■ WORK INSTRUCTION ■
Return every line of the entries that includes the word "down".

■ INPUT ■

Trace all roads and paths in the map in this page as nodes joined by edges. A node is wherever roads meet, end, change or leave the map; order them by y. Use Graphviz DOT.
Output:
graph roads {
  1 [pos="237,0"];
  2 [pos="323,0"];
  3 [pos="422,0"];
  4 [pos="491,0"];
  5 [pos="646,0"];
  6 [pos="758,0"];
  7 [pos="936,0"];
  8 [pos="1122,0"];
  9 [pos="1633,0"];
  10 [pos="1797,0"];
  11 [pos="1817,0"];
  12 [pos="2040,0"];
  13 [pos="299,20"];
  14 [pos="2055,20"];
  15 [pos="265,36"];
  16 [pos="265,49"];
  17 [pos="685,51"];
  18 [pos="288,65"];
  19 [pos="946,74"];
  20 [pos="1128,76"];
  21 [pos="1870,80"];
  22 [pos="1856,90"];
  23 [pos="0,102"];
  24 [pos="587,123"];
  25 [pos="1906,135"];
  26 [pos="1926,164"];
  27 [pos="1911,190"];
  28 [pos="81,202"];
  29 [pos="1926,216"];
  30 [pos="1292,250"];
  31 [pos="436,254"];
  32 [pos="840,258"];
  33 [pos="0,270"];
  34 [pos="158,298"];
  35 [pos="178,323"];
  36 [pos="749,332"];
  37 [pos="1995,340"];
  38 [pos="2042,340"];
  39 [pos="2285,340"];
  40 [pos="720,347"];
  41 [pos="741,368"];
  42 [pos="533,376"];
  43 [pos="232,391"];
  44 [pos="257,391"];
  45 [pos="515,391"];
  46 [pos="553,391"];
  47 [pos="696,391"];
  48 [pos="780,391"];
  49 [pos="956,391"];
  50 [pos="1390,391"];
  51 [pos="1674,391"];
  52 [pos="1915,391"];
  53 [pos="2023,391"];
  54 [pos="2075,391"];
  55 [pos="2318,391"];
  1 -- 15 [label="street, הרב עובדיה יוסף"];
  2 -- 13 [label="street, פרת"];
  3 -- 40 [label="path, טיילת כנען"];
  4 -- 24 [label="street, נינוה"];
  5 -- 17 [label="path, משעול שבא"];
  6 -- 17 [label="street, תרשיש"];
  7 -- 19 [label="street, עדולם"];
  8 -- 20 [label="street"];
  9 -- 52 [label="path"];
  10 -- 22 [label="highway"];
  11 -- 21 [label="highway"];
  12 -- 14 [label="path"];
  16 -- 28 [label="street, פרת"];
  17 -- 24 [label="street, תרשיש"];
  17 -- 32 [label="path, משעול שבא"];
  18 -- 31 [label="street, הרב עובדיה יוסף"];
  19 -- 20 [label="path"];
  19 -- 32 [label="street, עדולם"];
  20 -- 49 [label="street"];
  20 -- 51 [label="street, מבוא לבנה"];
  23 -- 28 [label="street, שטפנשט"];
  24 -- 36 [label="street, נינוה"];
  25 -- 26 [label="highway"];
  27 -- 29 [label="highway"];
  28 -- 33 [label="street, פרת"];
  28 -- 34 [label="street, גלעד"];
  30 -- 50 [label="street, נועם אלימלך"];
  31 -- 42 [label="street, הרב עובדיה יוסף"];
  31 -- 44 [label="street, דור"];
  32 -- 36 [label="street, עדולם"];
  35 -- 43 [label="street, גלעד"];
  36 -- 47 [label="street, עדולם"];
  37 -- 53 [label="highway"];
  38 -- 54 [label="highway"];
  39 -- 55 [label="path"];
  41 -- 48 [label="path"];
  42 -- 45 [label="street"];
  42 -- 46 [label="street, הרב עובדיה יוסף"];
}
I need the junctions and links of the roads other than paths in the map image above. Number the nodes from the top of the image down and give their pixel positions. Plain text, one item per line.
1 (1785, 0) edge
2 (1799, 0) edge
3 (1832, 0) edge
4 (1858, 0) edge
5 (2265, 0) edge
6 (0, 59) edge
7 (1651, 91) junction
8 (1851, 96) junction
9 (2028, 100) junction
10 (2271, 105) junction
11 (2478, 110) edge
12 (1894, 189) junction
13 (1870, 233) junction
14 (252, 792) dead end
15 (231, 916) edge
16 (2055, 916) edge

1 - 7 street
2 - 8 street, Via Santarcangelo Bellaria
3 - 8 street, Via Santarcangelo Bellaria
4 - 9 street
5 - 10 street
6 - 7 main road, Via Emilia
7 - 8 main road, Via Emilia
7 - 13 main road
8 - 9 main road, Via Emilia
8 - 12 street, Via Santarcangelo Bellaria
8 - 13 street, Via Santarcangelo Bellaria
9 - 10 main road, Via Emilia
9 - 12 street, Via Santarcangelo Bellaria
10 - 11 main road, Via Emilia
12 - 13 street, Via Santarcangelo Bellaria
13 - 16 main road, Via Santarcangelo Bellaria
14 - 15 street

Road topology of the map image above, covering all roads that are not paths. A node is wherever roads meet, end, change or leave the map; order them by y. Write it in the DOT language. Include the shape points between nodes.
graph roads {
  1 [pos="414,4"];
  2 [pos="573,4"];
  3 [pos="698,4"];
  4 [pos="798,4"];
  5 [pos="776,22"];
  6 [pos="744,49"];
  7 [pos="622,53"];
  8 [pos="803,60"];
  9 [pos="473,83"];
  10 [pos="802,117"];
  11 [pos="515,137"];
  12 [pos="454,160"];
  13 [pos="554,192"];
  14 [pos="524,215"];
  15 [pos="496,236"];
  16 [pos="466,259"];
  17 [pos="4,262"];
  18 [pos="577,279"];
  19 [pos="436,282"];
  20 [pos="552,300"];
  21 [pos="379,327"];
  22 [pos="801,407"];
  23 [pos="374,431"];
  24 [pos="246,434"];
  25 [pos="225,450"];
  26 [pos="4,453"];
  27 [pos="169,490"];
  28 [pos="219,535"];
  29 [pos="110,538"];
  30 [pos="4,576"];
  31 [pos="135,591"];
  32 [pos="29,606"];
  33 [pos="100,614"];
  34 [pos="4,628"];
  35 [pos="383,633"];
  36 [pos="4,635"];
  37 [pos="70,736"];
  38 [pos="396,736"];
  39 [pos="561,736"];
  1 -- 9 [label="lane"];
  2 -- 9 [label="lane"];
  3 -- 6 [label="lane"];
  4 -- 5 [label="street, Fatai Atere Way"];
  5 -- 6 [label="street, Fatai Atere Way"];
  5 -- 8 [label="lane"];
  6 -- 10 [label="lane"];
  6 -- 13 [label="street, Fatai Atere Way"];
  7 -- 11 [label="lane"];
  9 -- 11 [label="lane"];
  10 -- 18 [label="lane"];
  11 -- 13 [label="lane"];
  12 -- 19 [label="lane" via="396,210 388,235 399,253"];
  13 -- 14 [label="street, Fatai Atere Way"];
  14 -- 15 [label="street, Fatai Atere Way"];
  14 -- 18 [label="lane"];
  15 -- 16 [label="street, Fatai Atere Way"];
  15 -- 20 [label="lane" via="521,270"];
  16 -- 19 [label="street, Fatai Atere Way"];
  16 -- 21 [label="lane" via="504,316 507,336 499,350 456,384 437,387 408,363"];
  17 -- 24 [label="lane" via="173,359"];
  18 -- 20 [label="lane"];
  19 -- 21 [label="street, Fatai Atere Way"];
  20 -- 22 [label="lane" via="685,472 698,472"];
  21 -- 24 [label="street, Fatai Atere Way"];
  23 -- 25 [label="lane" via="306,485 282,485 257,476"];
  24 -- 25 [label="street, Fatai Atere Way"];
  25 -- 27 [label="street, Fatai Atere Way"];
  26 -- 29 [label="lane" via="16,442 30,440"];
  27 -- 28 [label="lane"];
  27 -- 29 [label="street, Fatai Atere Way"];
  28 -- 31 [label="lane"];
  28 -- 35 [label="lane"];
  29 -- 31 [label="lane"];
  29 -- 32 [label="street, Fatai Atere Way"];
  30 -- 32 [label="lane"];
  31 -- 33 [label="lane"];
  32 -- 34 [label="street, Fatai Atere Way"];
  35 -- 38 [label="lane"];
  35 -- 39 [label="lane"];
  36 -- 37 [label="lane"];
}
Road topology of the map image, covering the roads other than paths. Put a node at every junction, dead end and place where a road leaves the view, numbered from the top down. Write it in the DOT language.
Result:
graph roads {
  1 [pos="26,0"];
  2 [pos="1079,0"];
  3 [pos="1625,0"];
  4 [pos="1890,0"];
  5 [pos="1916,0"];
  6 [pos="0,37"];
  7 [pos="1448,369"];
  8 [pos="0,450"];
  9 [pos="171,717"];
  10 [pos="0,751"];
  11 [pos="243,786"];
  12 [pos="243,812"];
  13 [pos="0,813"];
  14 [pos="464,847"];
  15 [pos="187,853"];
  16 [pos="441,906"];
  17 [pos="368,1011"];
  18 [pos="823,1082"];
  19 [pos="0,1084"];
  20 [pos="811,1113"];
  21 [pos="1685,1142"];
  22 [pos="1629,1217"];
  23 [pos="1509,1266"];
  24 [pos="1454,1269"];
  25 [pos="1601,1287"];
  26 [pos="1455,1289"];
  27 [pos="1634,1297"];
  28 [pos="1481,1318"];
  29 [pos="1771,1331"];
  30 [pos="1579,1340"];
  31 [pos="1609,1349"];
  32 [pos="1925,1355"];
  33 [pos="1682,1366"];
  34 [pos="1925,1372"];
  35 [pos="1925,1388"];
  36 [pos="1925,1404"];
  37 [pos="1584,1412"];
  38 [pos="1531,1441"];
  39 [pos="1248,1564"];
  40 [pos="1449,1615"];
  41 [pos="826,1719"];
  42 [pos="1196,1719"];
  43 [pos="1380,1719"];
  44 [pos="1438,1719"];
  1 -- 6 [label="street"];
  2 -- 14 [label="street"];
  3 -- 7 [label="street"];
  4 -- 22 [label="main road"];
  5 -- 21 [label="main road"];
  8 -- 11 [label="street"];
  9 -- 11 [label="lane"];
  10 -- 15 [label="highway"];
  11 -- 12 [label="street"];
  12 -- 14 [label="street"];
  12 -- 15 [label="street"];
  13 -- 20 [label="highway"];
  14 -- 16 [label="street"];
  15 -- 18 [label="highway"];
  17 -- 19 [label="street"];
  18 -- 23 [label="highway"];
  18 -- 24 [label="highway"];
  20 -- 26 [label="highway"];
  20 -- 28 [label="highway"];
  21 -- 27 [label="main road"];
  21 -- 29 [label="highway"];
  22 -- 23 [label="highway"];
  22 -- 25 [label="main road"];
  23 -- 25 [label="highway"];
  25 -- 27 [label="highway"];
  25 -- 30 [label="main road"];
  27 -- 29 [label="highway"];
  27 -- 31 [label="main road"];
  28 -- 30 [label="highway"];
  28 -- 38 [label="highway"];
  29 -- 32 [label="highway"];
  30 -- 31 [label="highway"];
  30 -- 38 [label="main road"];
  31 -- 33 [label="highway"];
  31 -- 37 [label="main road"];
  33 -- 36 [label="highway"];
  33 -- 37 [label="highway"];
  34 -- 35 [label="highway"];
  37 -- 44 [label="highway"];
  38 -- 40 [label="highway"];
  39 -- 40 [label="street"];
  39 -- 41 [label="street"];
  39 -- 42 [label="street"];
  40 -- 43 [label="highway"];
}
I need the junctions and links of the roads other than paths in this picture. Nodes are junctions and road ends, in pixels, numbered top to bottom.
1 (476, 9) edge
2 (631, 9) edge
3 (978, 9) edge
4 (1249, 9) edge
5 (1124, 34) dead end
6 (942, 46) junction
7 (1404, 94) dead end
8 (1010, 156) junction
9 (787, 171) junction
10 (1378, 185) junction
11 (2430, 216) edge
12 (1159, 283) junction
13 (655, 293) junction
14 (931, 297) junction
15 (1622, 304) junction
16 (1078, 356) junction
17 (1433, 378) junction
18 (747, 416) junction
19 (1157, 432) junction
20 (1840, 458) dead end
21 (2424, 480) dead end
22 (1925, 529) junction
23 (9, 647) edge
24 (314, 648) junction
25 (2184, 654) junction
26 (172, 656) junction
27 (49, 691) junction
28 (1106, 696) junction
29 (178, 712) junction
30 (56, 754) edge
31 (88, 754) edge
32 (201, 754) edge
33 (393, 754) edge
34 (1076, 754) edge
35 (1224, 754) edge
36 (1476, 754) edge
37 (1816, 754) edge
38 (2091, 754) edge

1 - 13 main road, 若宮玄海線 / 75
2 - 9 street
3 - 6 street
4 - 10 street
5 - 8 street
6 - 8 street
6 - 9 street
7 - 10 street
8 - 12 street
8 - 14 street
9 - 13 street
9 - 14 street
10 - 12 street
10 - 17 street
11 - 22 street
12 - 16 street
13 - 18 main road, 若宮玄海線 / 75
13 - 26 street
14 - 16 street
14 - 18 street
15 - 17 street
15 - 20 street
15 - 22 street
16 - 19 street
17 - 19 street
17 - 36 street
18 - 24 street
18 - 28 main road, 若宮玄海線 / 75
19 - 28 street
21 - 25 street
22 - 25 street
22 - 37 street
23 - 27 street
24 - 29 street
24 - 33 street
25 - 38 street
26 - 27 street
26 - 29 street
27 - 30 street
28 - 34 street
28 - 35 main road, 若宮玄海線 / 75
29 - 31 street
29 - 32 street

■ SOLUTION BELOW ■
I need the junctions and links of the roads other than paths in the map image above. Number the nodes from the top of the image down and give their pixel positions. Plain text, one item per line.
Road topology of the map image, covering the roads other than paths. Put a node at every junction, dead end and place where a road leaves the view, numbered from the top down. Write it in the DOT language.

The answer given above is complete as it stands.